BRIEF
Exact repetition of the data below is required.

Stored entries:
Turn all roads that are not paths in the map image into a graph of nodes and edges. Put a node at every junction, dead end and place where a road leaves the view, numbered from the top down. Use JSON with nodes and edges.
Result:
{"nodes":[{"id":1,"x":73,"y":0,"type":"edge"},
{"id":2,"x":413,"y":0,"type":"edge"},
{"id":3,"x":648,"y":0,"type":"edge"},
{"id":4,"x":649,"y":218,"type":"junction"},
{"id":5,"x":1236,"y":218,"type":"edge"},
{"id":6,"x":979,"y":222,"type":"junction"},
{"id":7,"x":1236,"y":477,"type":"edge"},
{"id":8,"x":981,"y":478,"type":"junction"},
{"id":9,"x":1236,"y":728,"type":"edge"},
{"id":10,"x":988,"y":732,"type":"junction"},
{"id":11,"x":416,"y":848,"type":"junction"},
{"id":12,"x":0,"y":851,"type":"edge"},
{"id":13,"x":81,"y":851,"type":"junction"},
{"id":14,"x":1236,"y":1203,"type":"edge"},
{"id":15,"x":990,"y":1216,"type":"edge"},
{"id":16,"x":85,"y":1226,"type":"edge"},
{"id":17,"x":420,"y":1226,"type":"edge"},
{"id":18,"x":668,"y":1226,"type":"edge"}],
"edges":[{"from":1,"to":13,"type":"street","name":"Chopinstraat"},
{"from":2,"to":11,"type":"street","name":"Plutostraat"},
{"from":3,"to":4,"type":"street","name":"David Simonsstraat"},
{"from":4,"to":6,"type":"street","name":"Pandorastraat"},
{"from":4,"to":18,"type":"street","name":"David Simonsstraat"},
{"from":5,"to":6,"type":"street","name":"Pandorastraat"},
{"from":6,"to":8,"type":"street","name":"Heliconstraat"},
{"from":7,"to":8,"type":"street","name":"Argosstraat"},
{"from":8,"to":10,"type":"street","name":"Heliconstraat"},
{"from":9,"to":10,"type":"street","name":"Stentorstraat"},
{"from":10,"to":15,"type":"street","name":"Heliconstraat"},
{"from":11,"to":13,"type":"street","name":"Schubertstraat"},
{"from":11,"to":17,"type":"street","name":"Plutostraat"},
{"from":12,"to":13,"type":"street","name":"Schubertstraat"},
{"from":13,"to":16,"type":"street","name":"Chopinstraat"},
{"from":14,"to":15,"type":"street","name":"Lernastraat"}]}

OUTPUT OF THE EXERCISE
Turn all roads that are not paths in the map image into a graph of nodes and edges. Put a node at every junction, dead end and place where a road leaves the view, numbered from the top down. Use JSON with nodes and edges.
Result:
{"nodes":[{"id":1,"x":73,"y":0,"type":"edge"},
{"id":2,"x":413,"y":0,"type":"edge"},
{"id":3,"x":648,"y":0,"type":"edge"},
{"id":4,"x":649,"y":218,"type":"junction"},
{"id":5,"x":1236,"y":218,"type":"edge"},
{"id":6,"x":979,"y":222,"type":"junction"},
{"id":7,"x":1236,"y":477,"type":"edge"},
{"id":8,"x":981,"y":478,"type":"junction"},
{"id":9,"x":1236,"y":728,"type":"edge"},
{"id":10,"x":988,"y":732,"type":"junction"},
{"id":11,"x":416,"y":848,"type":"junction"},
{"id":12,"x":0,"y":851,"type":"edge"},
{"id":13,"x":81,"y":851,"type":"junction"},
{"id":14,"x":1236,"y":1203,"type":"edge"},
{"id":15,"x":990,"y":1216,"type":"edge"},
{"id":16,"x":85,"y":1226,"type":"edge"},
{"id":17,"x":420,"y":1226,"type":"edge"},
{"id":18,"x":668,"y":1226,"type":"edge"}],
"edges":[{"from":1,"to":13,"type":"street","name":"Chopinstraat"},
{"from":2,"to":11,"type":"street","name":"Plutostraat"},
{"from":3,"to":4,"type":"street","name":"David Simonsstraat"},
{"from":4,"to":6,"type":"street","name":"Pandorastraat"},
{"from":4,"to":18,"type":"street","name":"David Simonsstraat"},
{"from":5,"to":6,"type":"street","name":"Pandorastraat"},
{"from":6,"to":8,"type":"street","name":"Heliconstraat"},
{"from":7,"to":8,"type":"street","name":"Argosstraat"},
{"from":8,"to":10,"type":"street","name":"Heliconstraat"},
{"from":9,"to":10,"type":"street","name":"Stentorstraat"},
{"from":10,"to":15,"type":"street","name":"Heliconstraat"},
{"from":11,"to":13,"type":"street","name":"Schubertstraat"},
{"from":11,"to":17,"type":"street","name":"Plutostraat"},
{"from":12,"to":13,"type":"street","name":"Schubertstraat"},
{"from":13,"to":16,"type":"street","name":"Chopinstraat"},
{"from":14,"to":15,"type":"street","name":"Lernastraat"}]}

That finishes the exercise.